We didn't quite envision Min Fu International Holding's P/S sitting in line with the wider industry, considering the revenue growth over the last three-year is higher than the current industry outlook. There could be some unobserved threats to revenue preventing the P/S ratio from matching this positive performance. At least the risk of a price drop looks to be subdued if recent medium-term revenue trends continue, but investors seem to think future revenue could see some volatility.
It is also worth noting that we have found 3 warning signs for Min Fu International Holding that you need to take into consideration.
If you're unsure about the strength of Min Fu International Holding's business, why not explore our interactive list of stocks with solid business fundamentals for some other companies you may have missed.

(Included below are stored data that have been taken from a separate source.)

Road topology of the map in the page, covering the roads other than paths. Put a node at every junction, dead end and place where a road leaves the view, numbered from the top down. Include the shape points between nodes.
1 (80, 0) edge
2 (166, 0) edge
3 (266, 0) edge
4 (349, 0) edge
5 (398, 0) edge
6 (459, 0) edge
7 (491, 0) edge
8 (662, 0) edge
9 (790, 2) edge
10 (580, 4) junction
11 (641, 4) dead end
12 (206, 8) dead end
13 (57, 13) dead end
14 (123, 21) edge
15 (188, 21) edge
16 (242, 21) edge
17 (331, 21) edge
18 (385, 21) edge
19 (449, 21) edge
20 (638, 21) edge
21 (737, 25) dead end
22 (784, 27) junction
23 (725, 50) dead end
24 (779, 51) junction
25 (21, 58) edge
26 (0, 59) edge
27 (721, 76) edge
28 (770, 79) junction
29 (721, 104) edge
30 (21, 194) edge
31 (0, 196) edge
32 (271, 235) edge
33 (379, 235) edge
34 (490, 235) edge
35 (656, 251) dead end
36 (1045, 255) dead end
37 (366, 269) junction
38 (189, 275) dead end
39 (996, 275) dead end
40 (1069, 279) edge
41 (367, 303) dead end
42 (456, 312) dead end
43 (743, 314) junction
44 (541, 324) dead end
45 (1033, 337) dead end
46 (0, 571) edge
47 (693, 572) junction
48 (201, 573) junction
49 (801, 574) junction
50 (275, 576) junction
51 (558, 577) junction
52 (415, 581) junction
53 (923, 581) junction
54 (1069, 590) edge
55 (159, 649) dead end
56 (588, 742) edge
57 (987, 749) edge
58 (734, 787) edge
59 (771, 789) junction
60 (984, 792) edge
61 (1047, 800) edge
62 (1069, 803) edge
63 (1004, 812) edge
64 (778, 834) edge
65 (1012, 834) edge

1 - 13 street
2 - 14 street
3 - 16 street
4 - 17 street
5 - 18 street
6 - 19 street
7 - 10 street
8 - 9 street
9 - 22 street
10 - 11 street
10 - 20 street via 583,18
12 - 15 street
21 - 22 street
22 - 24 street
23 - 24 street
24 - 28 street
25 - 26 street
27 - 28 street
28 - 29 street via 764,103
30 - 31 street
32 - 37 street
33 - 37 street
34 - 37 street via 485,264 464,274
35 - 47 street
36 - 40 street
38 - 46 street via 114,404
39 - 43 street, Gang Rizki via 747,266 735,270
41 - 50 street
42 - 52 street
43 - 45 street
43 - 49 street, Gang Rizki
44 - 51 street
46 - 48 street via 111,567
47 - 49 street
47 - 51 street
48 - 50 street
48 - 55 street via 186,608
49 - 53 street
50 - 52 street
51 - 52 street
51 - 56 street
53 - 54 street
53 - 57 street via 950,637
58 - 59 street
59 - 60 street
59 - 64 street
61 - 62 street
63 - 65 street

Have feedback on this article? Concerned about the content?Get in touch with us directly. Alternatively, email editorial-team (at) simplywallst.com. This article by Simply Wall St is general in nature. We provide commentary based on historical data and analyst forecasts only using an unbiased methodology and our articles are not intended to be financial advice. It does not constitute a recommendation to buy or sell any stock, and does not take account of your objectives, or your financial situation. We aim to bring you long-term focused analysis driven by fundamental data. Note that our analysis may not factor in the latest price-sensitive company announcements or qualitative material. Simply Wall St has no position in any stocks mentioned.
Min Fu International Holding Limited(HKG:8511)的股东们期待着一些事情发生,但在最近一个月内,股价下跌了52%,给他们带来了打击。 这次最新的下跌完成了股东们灾难性的十二个月,那段时间他们遭受了87%的亏损。
尽管其股价大幅下跌,但由于香港电子行业的市销率中位数也接近0.4倍,你可能还会对Min Fu International Holding的市销率0.1倍感到漠不关心。 尽管这可能不会引起任何人的眼球,但如果市销率没有得到解释,投资者可能会错过潜在的机会或忽略潜在的失望。
闽孚国际控股的市销率对股东意味着什么?
最近,Min Fu International Holding的营业收入增长非常强劲,表现不错。 也许市场预计未来的营收表现将趋于稳定,这也使得市销率没有上升。 如果您喜欢这家公司,您可能希望事态并非如此,这样您就有可能在它不太受欢迎时买入一些股票。
尽管目前没有Min Fu International Holding的分析师预测数据,但可以查看这个免费的数据丰富的可视化图表,了解该公司在收益、营业收入和现金流方面的情况。